EX-99.(A)(1)(VII) 2 tm2419157d1_ex99a1vii.htm EXHIBIT (A)(1)(VII)

Exhibit (a)(1)(vii)

 

July 9, 2024

 

[ADDRESS]

[EMAIL ADDRESS]

 

Re: Offer to Exchange Convertible Notes for Shares of Common Stock

 

Dear Holder:

 

We are writing to inform you of important information relating to the Convertible Note Exchange Offer by Assure Holdings Corp. (the “Company”).

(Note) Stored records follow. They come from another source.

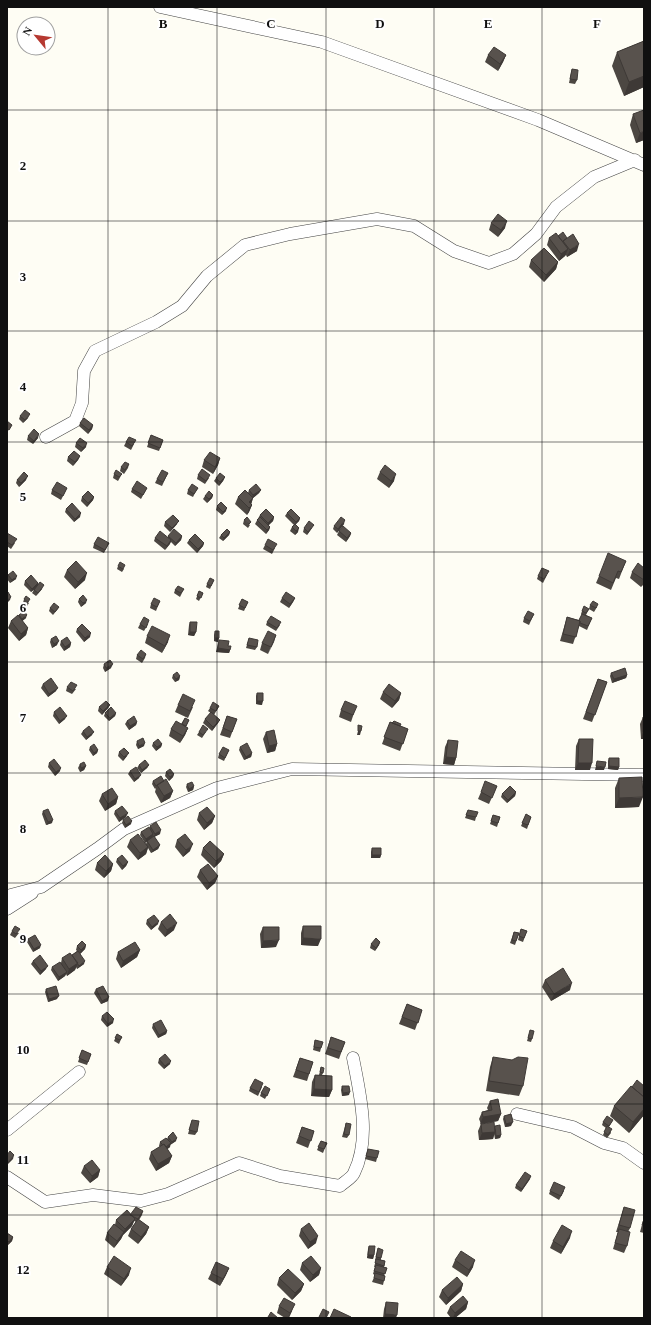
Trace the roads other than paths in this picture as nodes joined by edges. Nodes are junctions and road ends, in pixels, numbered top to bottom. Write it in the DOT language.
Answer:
graph roads {
  1 [pos="160,7"];
  2 [pos="640,162"];
  3 [pos="46,437"];
  4 [pos="644,775"];
  5 [pos="41,887"];
  6 [pos="7,896"];
  7 [pos="7,909"];
  8 [pos="352,1058"];
  9 [pos="79,1072"];
  10 [pos="517,1114"];
  11 [pos="7,1130"];
  12 [pos="644,1163"];
  13 [pos="7,1177"];
  1 -- 2 [label="street"];
  2 -- 3 [label="street"];
  4 -- 5 [label="street"];
  5 -- 6 [label="street"];
  5 -- 7 [label="street"];
  8 -- 13 [label="street"];
  9 -- 11 [label="street"];
  10 -- 12 [label="street"];
}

The Convertible Note Exchange Offer relates to an offer by the Company to all the holders (“Holder(s)”) of our outstanding 9% convertible debentures due 2023 and 2024 (the “Assure Convertible Debentures”), to exchange the Assure Convertible Debentures for shares of common stock of the Company.

 

The Convertible Note Exchange Offer period began on June 21, 2024, and ends at 11:59 p.m., Mountain Time, on July 19, 2024, at which point the Convertible Note Exchange Offer will expire.

 

Please note that, as disclosed in Amendment No. 1 to Offer Letter dated July 3, 2024, the Company effected a 1-for-18 reverse stock split in its shares of common stock on July 9, 2024. As previously disclosed, as a result of the reverse stock split the consideration being offered in the Convertible Note Exchange Offer has been proportionately adjusted to reflect the effectiveness of the reverse stock split, such that for each $1,000 claim, consisting of principal amount, and accrued and unpaid interest through, and including, July 19, 2024, of the Assure Convertible Debentures, holders that tender into the Convertible Note Exchange Offer will receive 238.44 shares (4,291.85 shares on a pre-reverse split basis) of Common Stock equal to the quotient of $1,000 divided by a per share price of $4.194 ($0.233 on a pre-reverse split basis). The terms of the Convertible Note Exchange Offer have not changed, except to note the adjustment for the reverse stock split, which precise adjustment was previously disclosed in the Offer Letter dated June 21, 2023, as amended by Amendment No.1 to the Offer Letter dated July 3, 2024.

 

We encourage you to carefully read the Offer Letter dated June 21, 2024, as amended by Amendment No. 1 to Offer Letter dated July 3, 2024, which have been provided to you, prior to making any decision to tender into the Convertible Note Exchange Offer as these documents contain important information regarding the Convertible Note Exchange Offer. If you require free additional copies of either document, please send a request to the address or e-mail address below. These documents are also available on the United States Securities and Exchange Commission’s (the “SEC”) website under the Company’s profile at www.sec.gov as part of the Company’s Schedule TO filed with the SEC on June 21, 2024, as amended on July 3, 2024.

 

Participation in the Convertible Note Exchange Offer is important to the Company’s plans to maintain the listing of the Common Stock on the Nasdaq Capital Market and the Company strongly encourages each Holder to carefully consider participating in the Convertible Note Exchange Offer in light of these plans.

 

Should you wish to tender your Assure Convertible Debentures for exchange by the Company during this Convertible Note Exchange Offer period, please complete and return the previously provided Amended Letter of Transmittal by mail to 7887 E. Belleview Ave., Suite 240, Denver, Colorado, USA 80111 or email to ir@assureiom.com no later than 11:59 p.m., Mountain Time, on July 19, 2024. NO ACTION IS REQUIRED IF YOU DO NOT WISH TO HAVE YOUR DEBENTURES CONVERTED.

 

If you have any questions, please refer to the Offer Letter, which contains additional important information about the tender offer, or call or email Assure Holdings Corp. at ir@assureiom.com or 720-287-3093.

 

Sincerely,

 

/s/ John Farlinger

John Farlinger

Chief Executive Officer

Assure Holdings Corp.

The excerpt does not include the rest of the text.